WORK ORDER
Restating every entry exactly is the whole task.

───

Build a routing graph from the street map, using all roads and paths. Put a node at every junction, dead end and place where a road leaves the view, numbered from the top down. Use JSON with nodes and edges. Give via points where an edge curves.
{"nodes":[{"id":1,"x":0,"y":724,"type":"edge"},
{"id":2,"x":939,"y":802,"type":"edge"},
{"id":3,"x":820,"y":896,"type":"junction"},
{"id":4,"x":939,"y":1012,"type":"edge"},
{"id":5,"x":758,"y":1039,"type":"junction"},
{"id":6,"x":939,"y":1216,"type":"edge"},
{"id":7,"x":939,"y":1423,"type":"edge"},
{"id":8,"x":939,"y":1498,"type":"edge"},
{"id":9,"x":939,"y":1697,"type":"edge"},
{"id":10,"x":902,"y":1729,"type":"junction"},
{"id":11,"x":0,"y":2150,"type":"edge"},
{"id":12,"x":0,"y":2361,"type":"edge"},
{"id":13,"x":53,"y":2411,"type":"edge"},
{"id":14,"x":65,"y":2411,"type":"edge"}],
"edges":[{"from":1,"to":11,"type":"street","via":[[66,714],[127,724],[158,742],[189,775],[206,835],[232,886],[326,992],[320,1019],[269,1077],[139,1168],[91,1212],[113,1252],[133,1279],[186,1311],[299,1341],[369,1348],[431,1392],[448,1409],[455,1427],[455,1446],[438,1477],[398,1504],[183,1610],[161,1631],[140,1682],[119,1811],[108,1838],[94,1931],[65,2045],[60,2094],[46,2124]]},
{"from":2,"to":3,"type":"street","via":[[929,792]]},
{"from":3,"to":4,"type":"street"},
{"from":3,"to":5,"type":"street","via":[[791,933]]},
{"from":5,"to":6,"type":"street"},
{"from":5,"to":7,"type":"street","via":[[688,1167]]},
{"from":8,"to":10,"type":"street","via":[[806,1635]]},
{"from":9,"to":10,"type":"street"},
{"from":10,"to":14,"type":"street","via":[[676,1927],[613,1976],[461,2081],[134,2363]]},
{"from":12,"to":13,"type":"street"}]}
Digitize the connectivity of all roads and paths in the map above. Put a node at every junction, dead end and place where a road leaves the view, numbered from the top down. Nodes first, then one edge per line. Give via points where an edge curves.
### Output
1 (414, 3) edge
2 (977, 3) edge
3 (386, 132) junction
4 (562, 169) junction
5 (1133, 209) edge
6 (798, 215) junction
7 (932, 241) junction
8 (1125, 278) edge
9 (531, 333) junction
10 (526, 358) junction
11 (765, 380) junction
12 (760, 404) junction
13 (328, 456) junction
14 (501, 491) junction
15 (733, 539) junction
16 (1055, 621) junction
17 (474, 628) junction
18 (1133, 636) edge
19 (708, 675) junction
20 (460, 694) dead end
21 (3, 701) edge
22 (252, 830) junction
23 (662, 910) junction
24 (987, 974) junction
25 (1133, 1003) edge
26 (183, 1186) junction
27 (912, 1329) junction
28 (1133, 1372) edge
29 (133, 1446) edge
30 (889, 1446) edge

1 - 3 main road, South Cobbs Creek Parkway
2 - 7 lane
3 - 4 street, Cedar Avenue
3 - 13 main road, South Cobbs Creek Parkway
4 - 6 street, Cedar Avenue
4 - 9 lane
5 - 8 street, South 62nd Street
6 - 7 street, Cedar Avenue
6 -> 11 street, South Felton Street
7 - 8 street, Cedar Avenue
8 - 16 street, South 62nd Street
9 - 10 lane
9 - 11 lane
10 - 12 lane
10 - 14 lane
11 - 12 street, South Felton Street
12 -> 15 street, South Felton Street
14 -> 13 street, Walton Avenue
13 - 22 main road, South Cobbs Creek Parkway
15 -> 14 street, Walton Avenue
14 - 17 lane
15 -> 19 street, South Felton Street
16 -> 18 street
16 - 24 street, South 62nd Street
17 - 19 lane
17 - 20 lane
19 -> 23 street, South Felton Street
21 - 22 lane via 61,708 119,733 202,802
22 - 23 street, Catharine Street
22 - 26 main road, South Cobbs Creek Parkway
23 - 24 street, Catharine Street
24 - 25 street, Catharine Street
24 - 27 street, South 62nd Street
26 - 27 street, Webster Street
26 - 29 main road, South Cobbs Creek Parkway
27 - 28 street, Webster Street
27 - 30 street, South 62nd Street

───

SOLUTION TO THE EXERCISE
Build a routing graph from the street map, using all roads and paths. Put a node at every junction, dead end and place where a road leaves the view, numbered from the top down. Use JSON with nodes and edges. Give via points where an edge curves.
{"nodes":[{"id":1,"x":0,"y":724,"type":"edge"},
{"id":2,"x":939,"y":802,"type":"edge"},
{"id":3,"x":820,"y":896,"type":"junction"},
{"id":4,"x":939,"y":1012,"type":"edge"},
{"id":5,"x":758,"y":1039,"type":"junction"},
{"id":6,"x":939,"y":1216,"type":"edge"},
{"id":7,"x":939,"y":1423,"type":"edge"},
{"id":8,"x":939,"y":1498,"type":"edge"},
{"id":9,"x":939,"y":1697,"type":"edge"},
{"id":10,"x":902,"y":1729,"type":"junction"},
{"id":11,"x":0,"y":2150,"type":"edge"},
{"id":12,"x":0,"y":2361,"type":"edge"},
{"id":13,"x":53,"y":2411,"type":"edge"},
{"id":14,"x":65,"y":2411,"type":"edge"}],
"edges":[{"from":1,"to":11,"type":"street","via":[[66,714],[127,724],[158,742],[189,775],[206,835],[232,886],[326,992],[320,1019],[269,1077],[139,1168],[91,1212],[113,1252],[133,1279],[186,1311],[299,1341],[369,1348],[431,1392],[448,1409],[455,1427],[455,1446],[438,1477],[398,1504],[183,1610],[161,1631],[140,1682],[119,1811],[108,1838],[94,1931],[65,2045],[60,2094],[46,2124]]},
{"from":2,"to":3,"type":"street","via":[[929,792]]},
{"from":3,"to":4,"type":"street"},
{"from":3,"to":5,"type":"street","via":[[791,933]]},
{"from":5,"to":6,"type":"street"},
{"from":5,"to":7,"type":"street","via":[[688,1167]]},
{"from":8,"to":10,"type":"street","via":[[806,1635]]},
{"from":9,"to":10,"type":"street"},
{"from":10,"to":14,"type":"street","via":[[676,1927],[613,1976],[461,2081],[134,2363]]},
{"from":12,"to":13,"type":"street"}]}
Digitize the connectivity of all roads and paths in the map above. Put a node at every junction, dead end and place where a road leaves the view, numbered from the top down. Nodes first, then one edge per line. Give via points where an edge curves.
### Output
1 (414, 3) edge
2 (977, 3) edge
3 (386, 132) junction
4 (562, 169) junction
5 (1133, 209) edge
6 (798, 215) junction
7 (932, 241) junction
8 (1125, 278) edge
9 (531, 333) junction
10 (526, 358) junction
11 (765, 380) junction
12 (760, 404) junction
13 (328, 456) junction
14 (501, 491) junction
15 (733, 539) junction
16 (1055, 621) junction
17 (474, 628) junction
18 (1133, 636) edge
19 (708, 675) junction
20 (460, 694) dead end
21 (3, 701) edge
22 (252, 830) junction
23 (662, 910) junction
24 (987, 974) junction
25 (1133, 1003) edge
26 (183, 1186) junction
27 (912, 1329) junction
28 (1133, 1372) edge
29 (133, 1446) edge
30 (889, 1446) edge

1 - 3 main road, South Cobbs Creek Parkway
2 - 7 lane
3 - 4 street, Cedar Avenue
3 - 13 main road, South Cobbs Creek Parkway
4 - 6 street, Cedar Avenue
4 - 9 lane
5 - 8 street, South 62nd Street
6 - 7 street, Cedar Avenue
6 -> 11 street, South Felton Street
7 - 8 street, Cedar Avenue
8 - 16 street, South 62nd Street
9 - 10 lane
9 - 11 lane
10 - 12 lane
10 - 14 lane
11 - 12 street, South Felton Street
12 -> 15 street, South Felton Street
14 -> 13 street, Walton Avenue
13 - 22 main road, South Cobbs Creek Parkway
15 -> 14 street, Walton Avenue
14 - 17 lane
15 -> 19 street, South Felton Street
16 -> 18 street
16 - 24 street, South 62nd Street
17 - 19 lane
17 - 20 lane
19 -> 23 street, South Felton Street
21 - 22 lane via 61,708 119,733 202,802
22 - 23 street, Catharine Street
22 - 26 main road, South Cobbs Creek Parkway
23 - 24 street, Catharine Street
24 - 25 street, Catharine Street
24 - 27 street, South 62nd Street
26 - 27 street, Webster Street
26 - 29 main road, South Cobbs Creek Parkway
27 - 28 street, Webster Street
27 - 30 street, South 62nd Street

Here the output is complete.